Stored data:
[Start of Attachment]
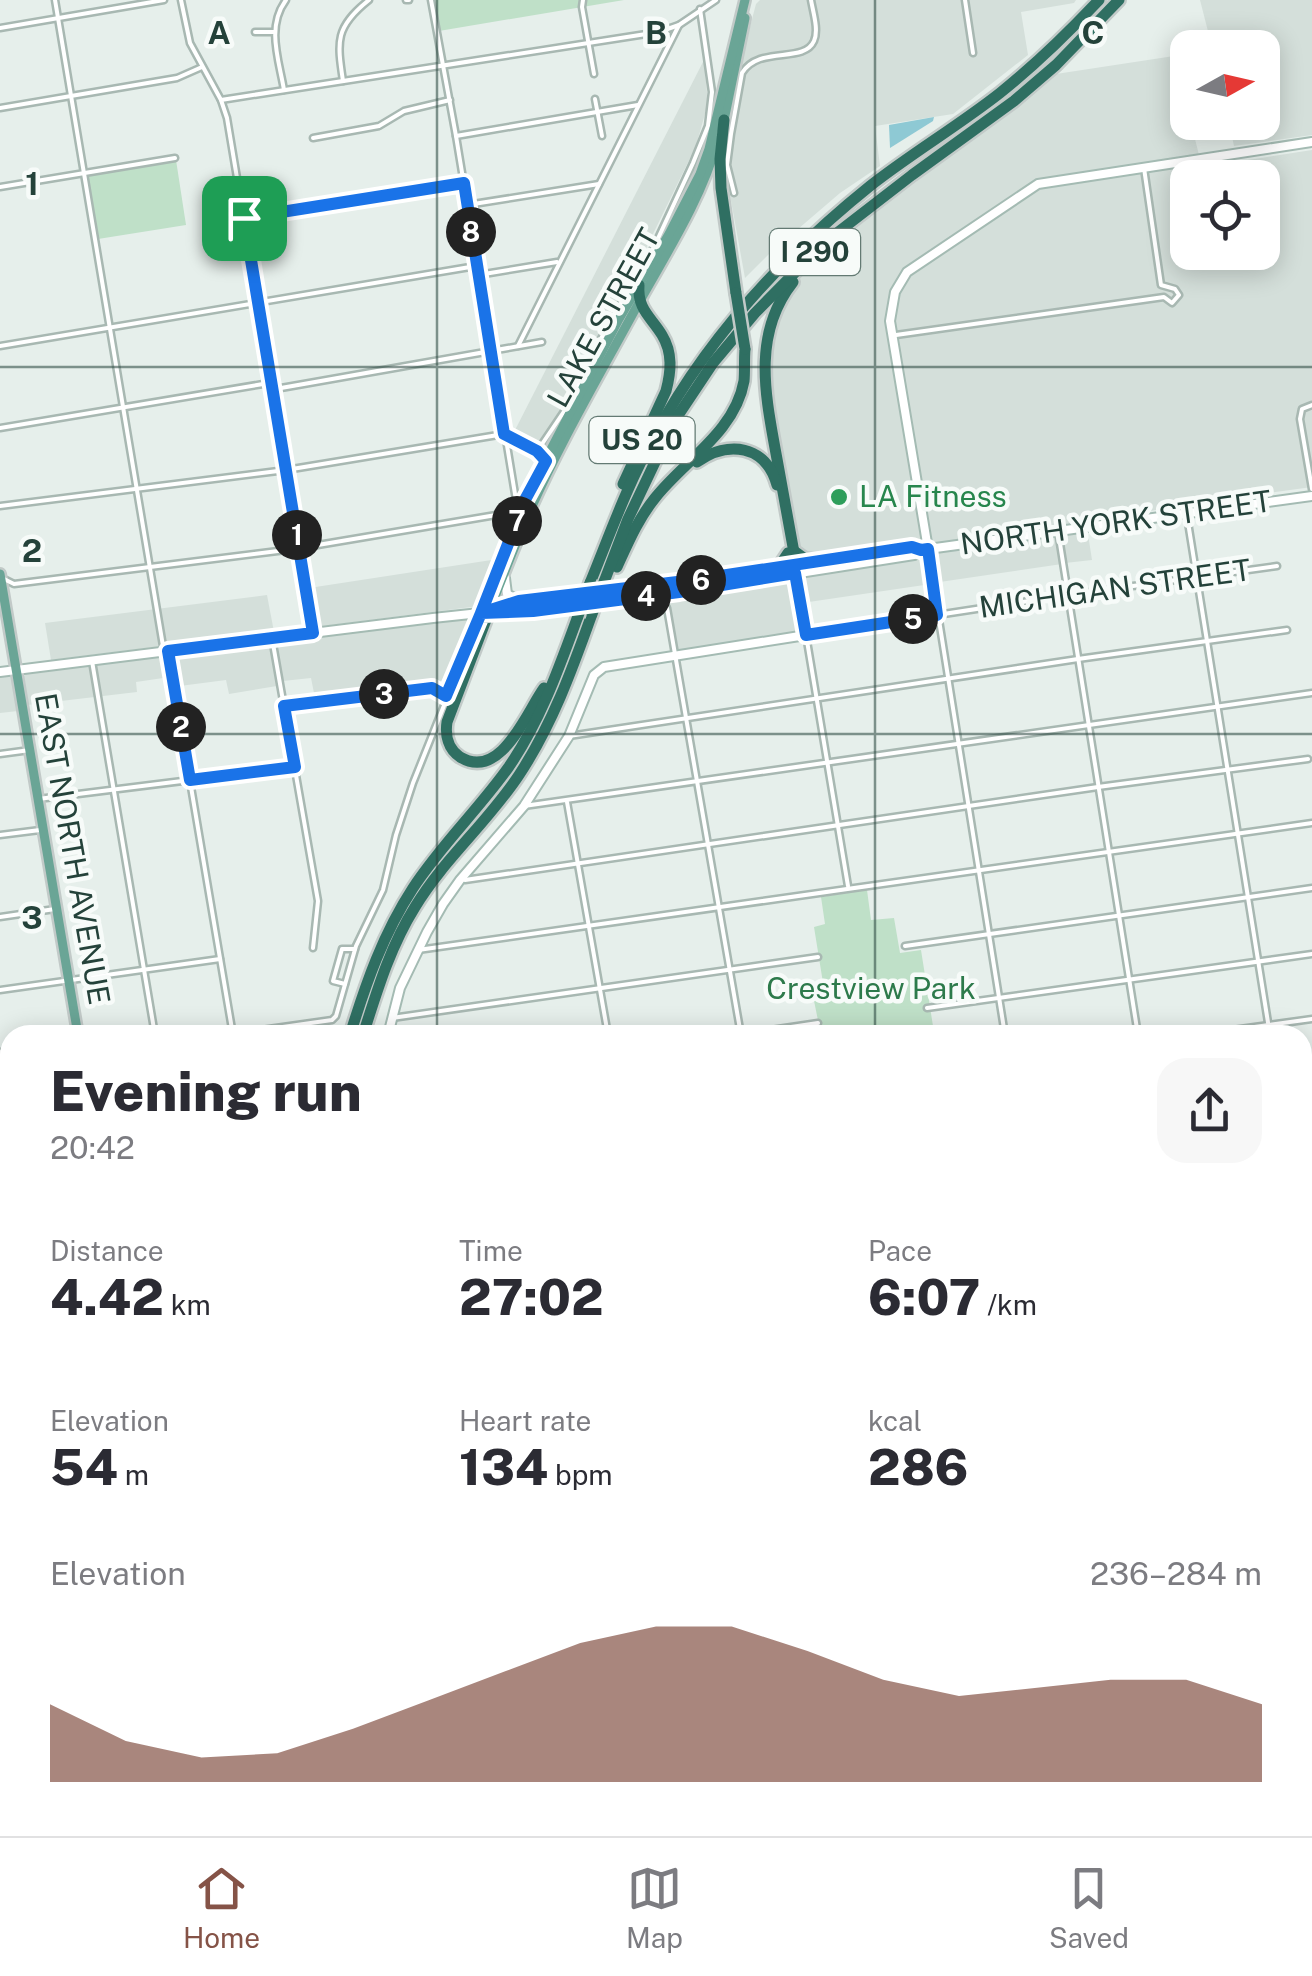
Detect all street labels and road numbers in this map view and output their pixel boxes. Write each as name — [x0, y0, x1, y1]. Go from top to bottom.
street label: LAKE STREET — [539, 222, 667, 413]
road number: I 290 — [770, 229, 860, 275]
road number: US 20 — [590, 417, 694, 463]
street label: NORTH YORK STREET — [958, 482, 1274, 562]
street label: MICHIGAN STREET — [977, 551, 1253, 625]
street label: EAST NORTH AVENUE — [28, 690, 118, 1007]

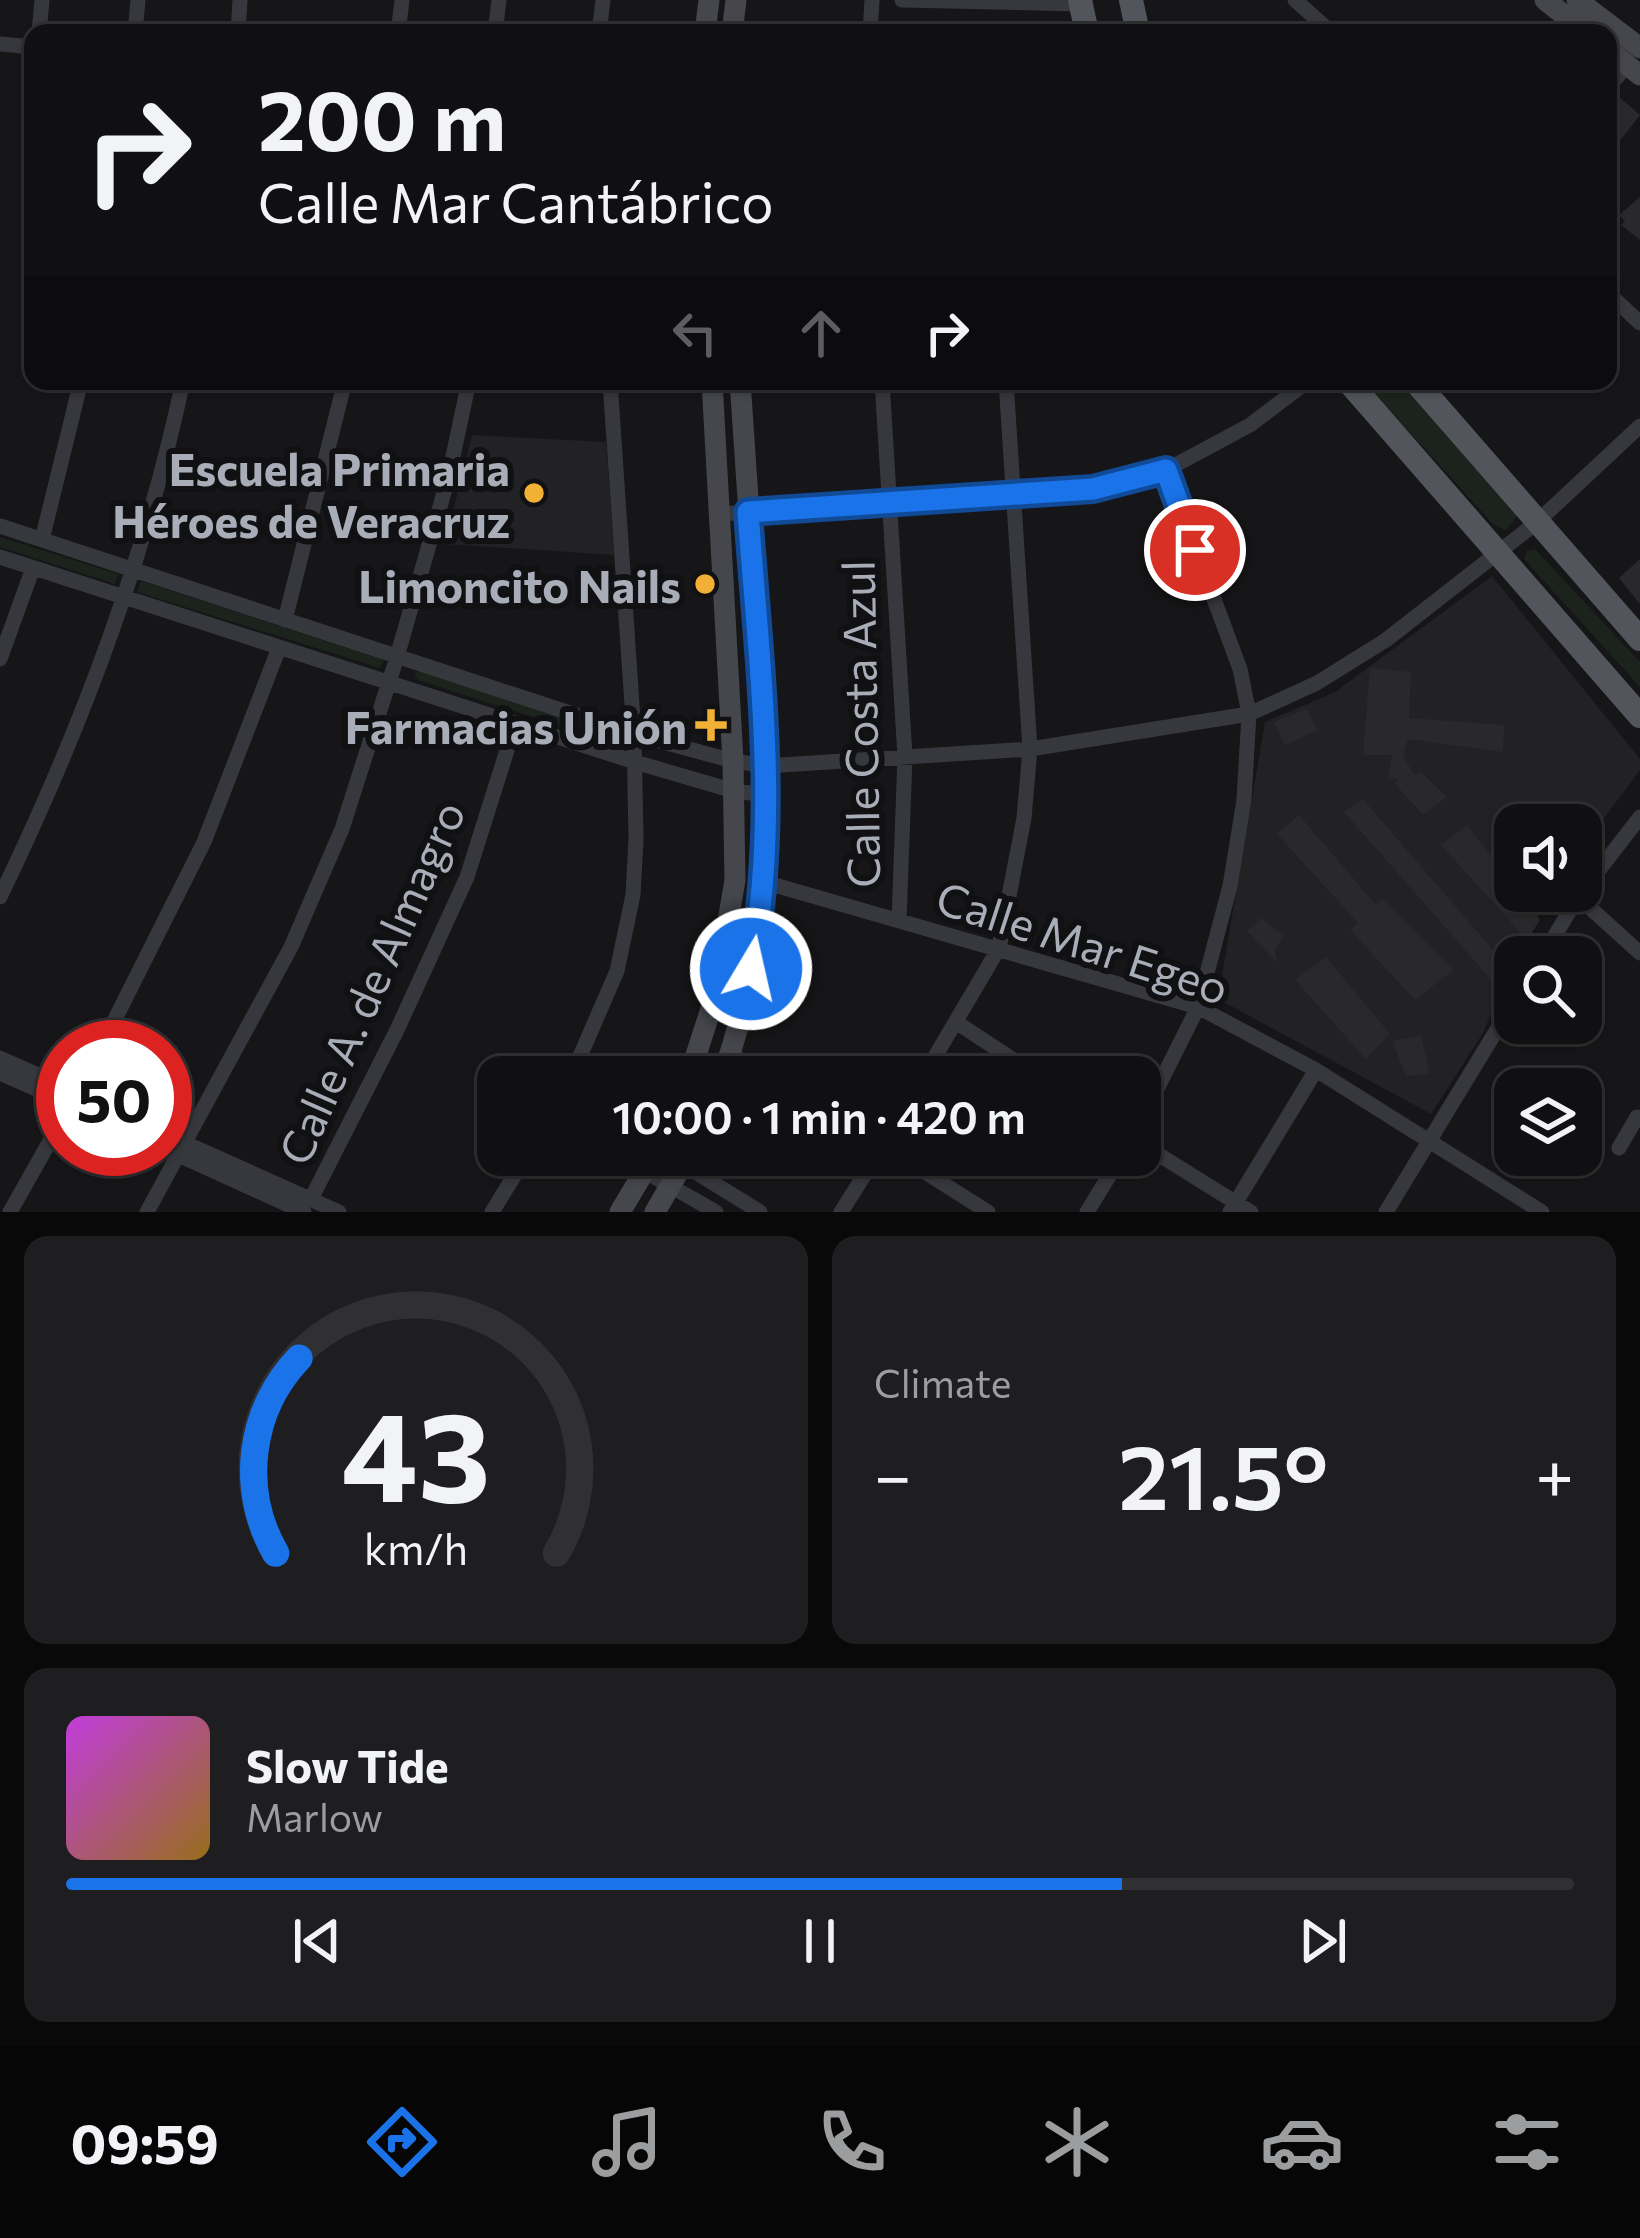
[End of Attachment]
Each line of the data above must be reproduced as written. Skip the pictures.

Detect all street labels and road numbers in this map view and output their pixel boxes. Write each as name — [x0, y0, x1, y1]. Go from top to bottom.
street label: LAKE STREET — [539, 222, 667, 413]
road number: I 290 — [770, 229, 860, 275]
road number: US 20 — [590, 417, 694, 463]
street label: NORTH YORK STREET — [958, 482, 1274, 562]
street label: MICHIGAN STREET — [977, 551, 1253, 625]
street label: EAST NORTH AVENUE — [28, 690, 118, 1007]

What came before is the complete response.